A: YES! you can! We process hundreds of mortgages every month. Most of the time this is accomplished over the phone, the internet, and the mail.

Q: Do you offer residential mortgages in my state?
A:  Yes, We are currently doing business in all states.

Q: After I apply for a loan, what should I expect?
A:  Once your loan application is received, whether you apply online, by phone, or in person, you will get notification that your loan is in process. Within several days you will receive a loan package with a set of loan application documents for your signature. This mailing by e-mail or postal will also include a list of documents we will need to complete your loan approval.

Q. Is it safe to transmit my mortgage application to you over the Internet?
A. Security of your personal information is a prime concern. As such, we have implemented several layers of security and provide the highest level of encryption available across the Internet today. Web pages holding your information are secured using Secure Sockets (SSL) and while completing your mortgage application, your details are transmitted using 128-bit encryption. This ensures that no one on the Internet can view your personal details.

Q: Can I apply for a purchase loan before I've found my property?
A:  Absolutely! When you apply for a purchase pre-approval you simply assume a maximum purchase price, loan amount, and loan program. Once your loan has been approved you can change any of these variables to match the specifics of your purchase transaction. Please note that we cannot lock in a loan until a property address has been specified.

Q: On a purchase loan, is there someone who will work with my Realtor?
A: Yes.
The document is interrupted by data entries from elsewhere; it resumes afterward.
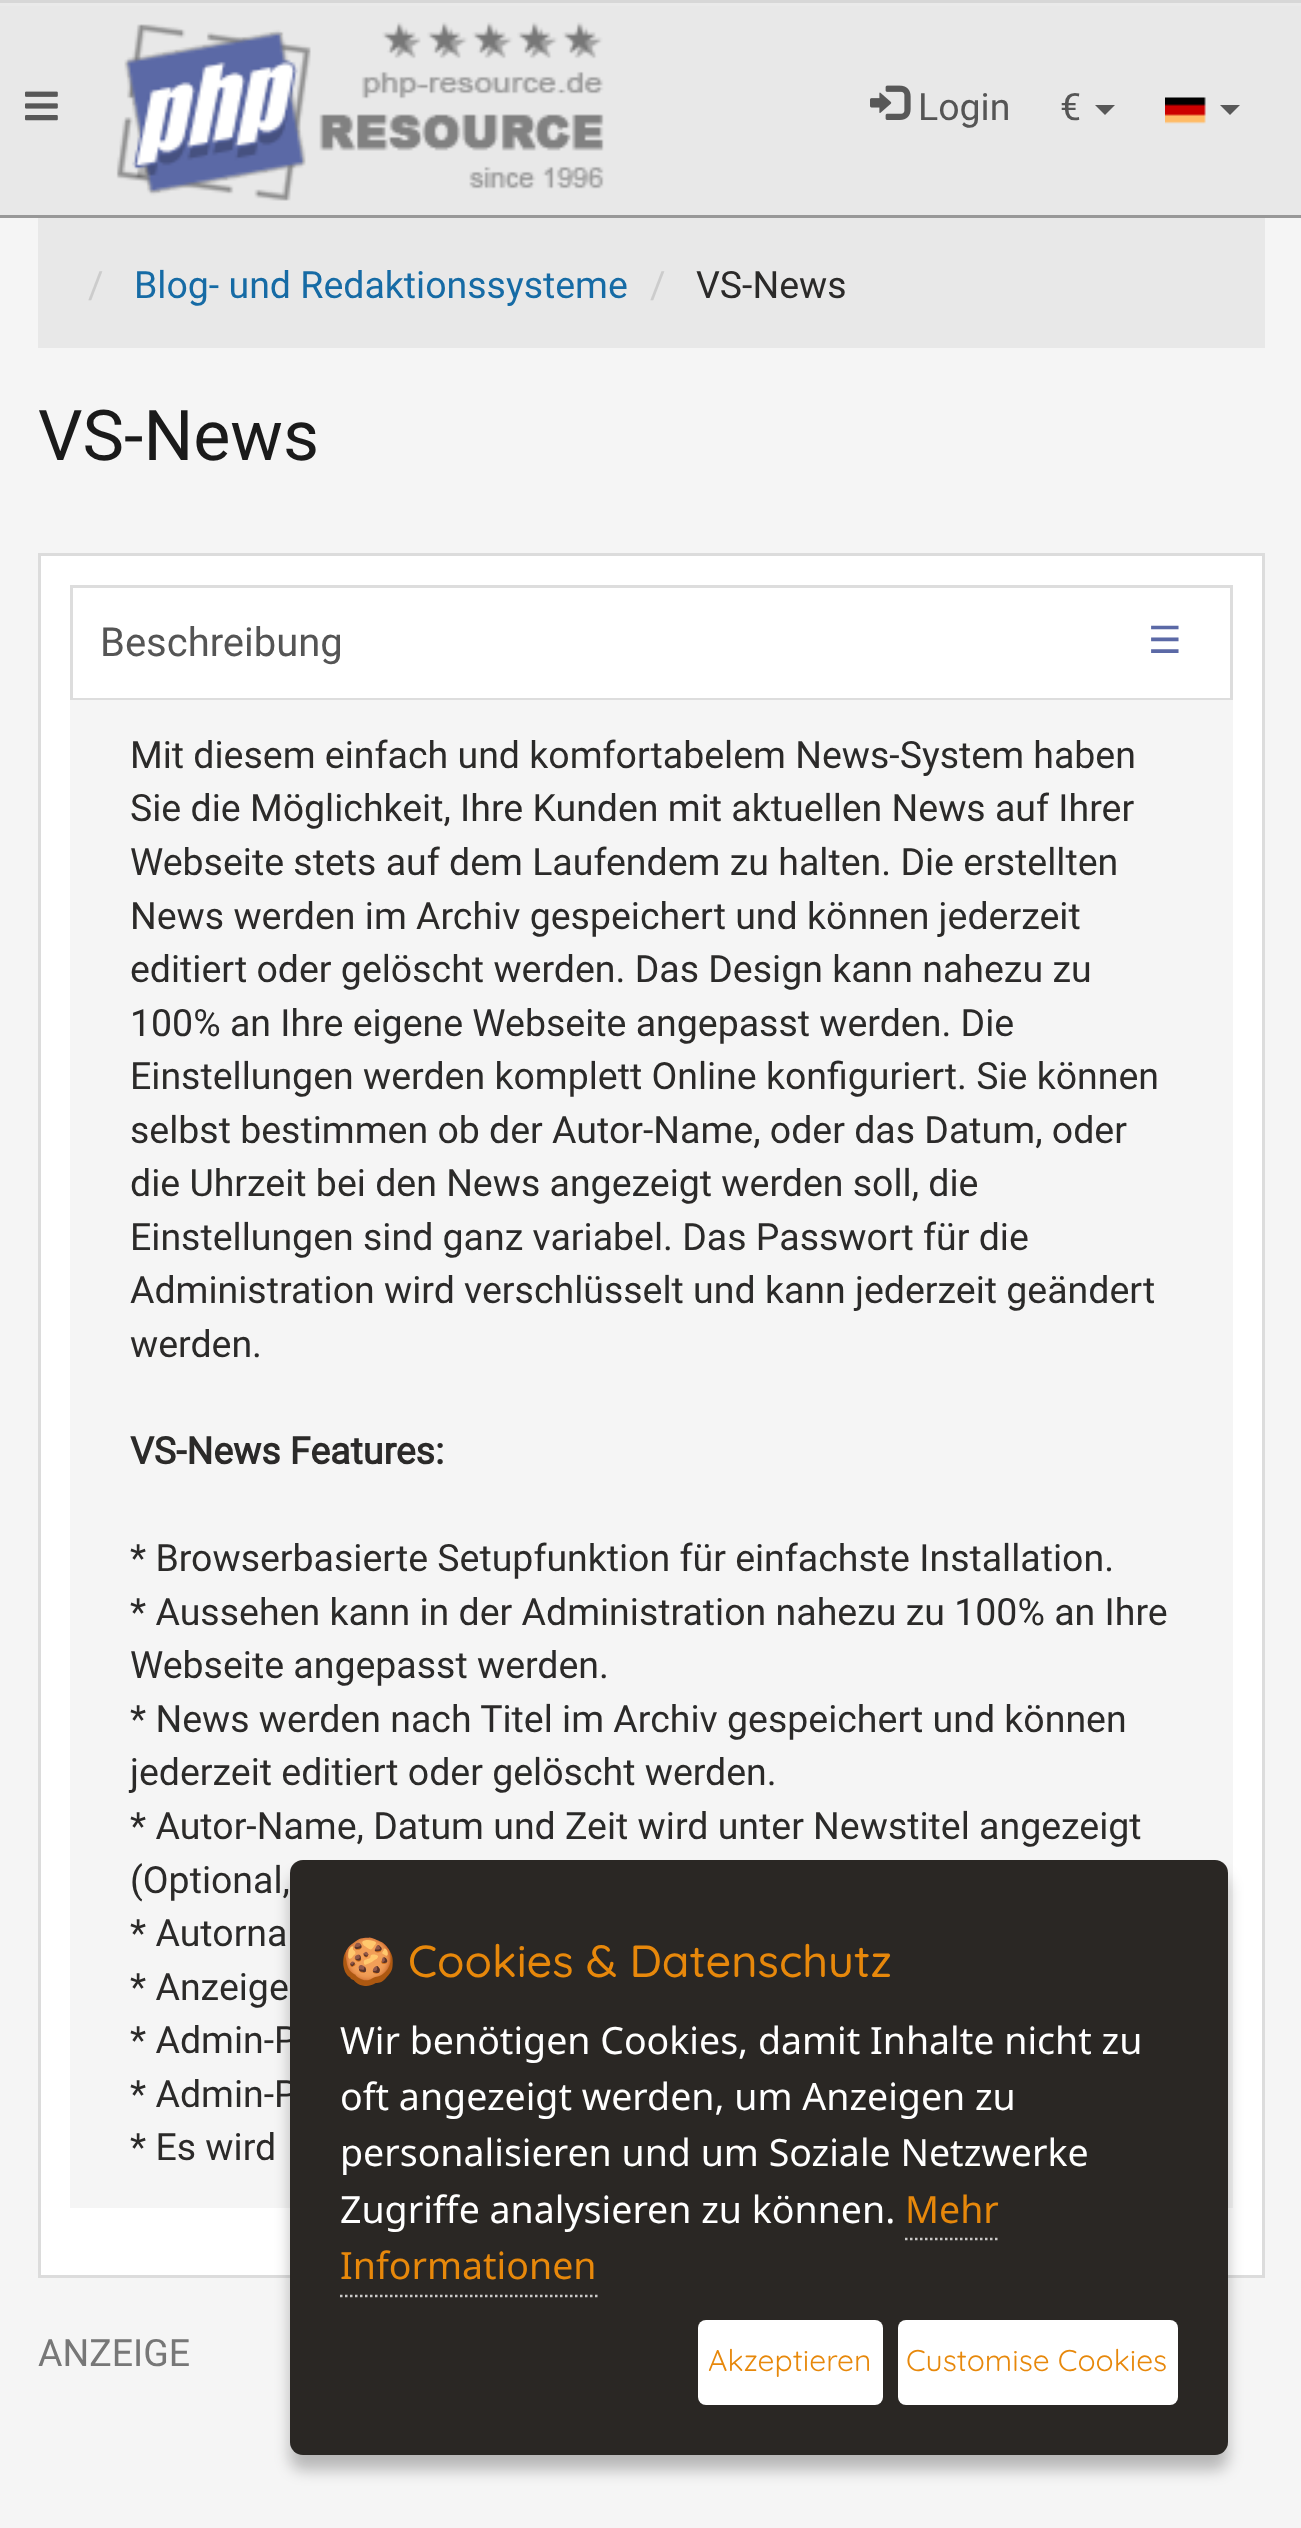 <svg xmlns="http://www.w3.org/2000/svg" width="1301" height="2528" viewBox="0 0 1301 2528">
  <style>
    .t1 { font: 37.5px Roboto; fill: #555; }
    .t2 { font: 37.5px Roboto; fill: #ccc; }
    .t3 { font: 37.5px Roboto; fill: #166ba5; }
    .t4 { font: 37.5px Roboto; fill: #2b2a29; }
    .t5 { font: 70px Roboto; fill: #1a1a1a; }
    .t6 { font: 40px Roboto; fill: #555; }
    .t7 { font: 37.5px DejaVu Sans; fill: #5b69a6; }
    .t8 { font: bold 37.5px Roboto; fill: #2b2a29; }
    .t9 { font: 37.5px Roboto; fill: #777; }
    .t10 { font: 45px Noto Color Emoji; fill: #e7880b; }
    .t11 { font: 500 45px Quicksand; fill: #e7880b; }
    .t12 { font: 37.5px Noto Sans; fill: #fff; }
    .t13 { font: 37.5px Noto Sans; fill: #e7880b; }
    .t14 { font: 30px Quicksand; fill: #e7880b; }
  </style>
  <rect width="100%" height="100%" fill="#f5f5f5"/>
  <rect x="0" y="6" width="1301" height="209" fill="#e8e8e8"/>
  <rect x="0" y="215" width="1301" height="3" fill="#989898"/>
  <rect x="0" y="3" width="1301" height="3" fill="#eaeaea"/>
  <rect x="0" y="0" width="1301" height="3" fill="#d7d7d7"/>
  <image x="25" y="91" width="33" height="30" href="images/1.png"/>
  <image x="116" y="22" width="488" height="179" href="images/2.png"/>
  <image x="870" y="85" width="41" height="35" href="images/3.png"/>
  <text x="918" y="120" class="t1">Login</text>
  <text x="1060" y="120" class="t1">€</text>
  <path d="M1095 105H1115L1105 115Z" fill="#585858"/>
  <image x="1165" y="97" width="41" height="27" href="images/4.png"/>
  <path d="M1220 105H1240L1230 115Z" fill="#585858"/>
  <rect x="38" y="218" width="1227" height="130" fill="#e8e8e8"/>
  <text x="88" y="298" class="t2">/</text>
  <text x="134" y="298" class="t3">Blog- und Redaktionssysteme</text>
  <text x="650" y="298" class="t2">/</text>
  <text x="696" y="298" class="t4">VS-News</text>
  <text x="38" y="460" class="t5">VS-News</text>
  <rect x="39.5" y="554.5" width="1224" height="1722" fill="#fff" stroke="#dcdcdc" stroke-width="3"/>
  <rect x="71.5" y="586.5" width="1160" height="112" fill="none" stroke="#ddd" stroke-width="3"/>
  <rect x="73" y="697" width="1157" height="1" fill="#fff"/>
  <text x="100" y="656" class="t6">Beschreibung</text>
  <text x="1148" y="653" class="t7">☰</text>
  <rect x="70" y="700" width="1163" height="1508" fill="#f5f5f5"/>
  <text x="130" y="768" class="t4">Mit diesem einfach und komfortabelem News-System haben</text>
  <text x="130" y="821" class="t4">Sie die Möglichkeit, Ihre Kunden mit aktuellen News auf Ihrer</text>
  <text x="130" y="875" class="t4">Webseite stets auf dem Laufendem zu halten. Die erstellten</text>
  <text x="130" y="929" class="t4">News werden im Archiv gespeichert und können jederzeit</text>
  <text x="130" y="982" class="t4">editiert oder gelöscht werden. Das Design kann nahezu zu</text>
  <text x="130" y="1036" class="t4">100% an Ihre eigene Webseite angepasst werden. Die</text>
  <text x="130" y="1089" class="t4">Einstellungen werden komplett Online konfiguriert. Sie können</text>
  <text x="130" y="1143" class="t4">selbst bestimmen ob der Autor-Name, oder das Datum, oder</text>
  <text x="130" y="1196" class="t4">die Uhrzeit bei den News angezeigt werden soll, die</text>
  <text x="130" y="1250" class="t4">Einstellungen sind ganz variabel. Das Passwort für die</text>
  <text x="130" y="1303" class="t4">Administration wird verschlüsselt und kann jederzeit geändert</text>
  <text x="130" y="1357" class="t4">werden.</text>
  <text x="130" y="1464" class="t8">VS-News Features:</text>
  <text x="130" y="1571" class="t4">* Browserbasierte Setupfunktion für einfachste Installation.</text>
  <text x="130" y="1625" class="t4">* Aussehen kann in der Administration nahezu zu 100% an Ihre</text>
  <text x="130" y="1678" class="t4">Webseite angepasst werden.</text>
  <text x="130" y="1732" class="t4">* News werden nach Titel im Archiv gespeichert und können</text>
  <text x="130" y="1785" class="t4">jederzeit editiert oder gelöscht werden.</text>
  <text x="130" y="1839" class="t4">* Autor-Name, Datum und Zeit wird unter Newstitel angezeigt</text>
  <text x="130" y="1893" class="t4">(Optional,</text>
  <text x="130" y="1946" class="t4">* Autorna</text>
  <text x="130" y="2000" class="t4">* Anzeige</text>
  <text x="130" y="2053" class="t4">* Admin-P</text>
  <text x="130" y="2107" class="t4">* Admin-P</text>
  <text x="130" y="2160" class="t4">* Es wird</text>
  <text x="38" y="2366" class="t9">ANZEIGE</text>
  <rect x="290" y="1875" width="938" height="595" rx="13" fill="#00000040" filter="blur(7.5px)"/>
  <rect x="290" y="1860" width="938" height="595" rx="13" fill="#2a2724"/>
  <text x="340" y="1977" class="t10">🍪</text>
  <text x="408" y="1977" class="t11">Cookies &amp; Datenschutz</text>
  <text x="340" y="2054" class="t12">Wir benötigen Cookies, damit Inhalte nicht zu</text>
  <text x="340" y="2110" class="t12">oft angezeigt werden, um Anzeigen zu</text>
  <text x="340" y="2166" class="t12">personalisieren und um Soziale Netzwerke</text>
  <text x="340" y="2223" class="t12">Zugriffe analysieren zu können.</text>
  <text x="905" y="2223" class="t13">Mehr</text>
  <path d="M905 2239H1000" fill="none" stroke="#cac9c8" stroke-width="2.5" stroke-dasharray="2.5 2.5"/>
  <text x="340" y="2279" class="t13">Informationen</text>
  <path d="M340 2296H597.5" fill="none" stroke="#cac9c8" stroke-width="2.5" stroke-dasharray="2.5 2.5"/>
  <rect x="698" y="2320" width="185" height="85" rx="8" fill="#fff"/>
  <text x="708" y="2371" class="t14">Akzeptieren</text>
  <rect x="898" y="2320" width="280" height="85" rx="8" fill="#fff"/>
  <text x="906" y="2371" class="t14">Customise Cookies</text>
</svg>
Since each loan is assigned to one loan officer who works with you until you close, he or she will be able to assist you or your Realtor at any time.

Q: Can I get loan program information over the phone?
A: Yes. At any time during your loan process you can contact your loan officer if you require assistance in the selection of a mortgage product.

Q: How quickly will my loan be approved?
A: Once your application & documentation is received, you can expect to receive an answer within 1 to 2 days. The processing of your loan will be related to how complete your application is and how rapidly you submit any required documents to your processor.

Q: Is my interest rate locked in as soon as I apply for a loan?
A: No, your interest rate is floating. We have found that clients prefer watching the market before they commit to a specific rate. You can request a rate lock after you have returned your package to the loan officer and we have reviewed your documentation and credit information. We will notify you via email or phone when you are able to request the lock.

Q: When should I lock my rate?
A: We recommend watching the market and then locking in. Please note that a lock can't be changed once you select your product, so we ask that you be certain of your request. you maybe subject to application & processing fees if you cancel thru no fault of the lender.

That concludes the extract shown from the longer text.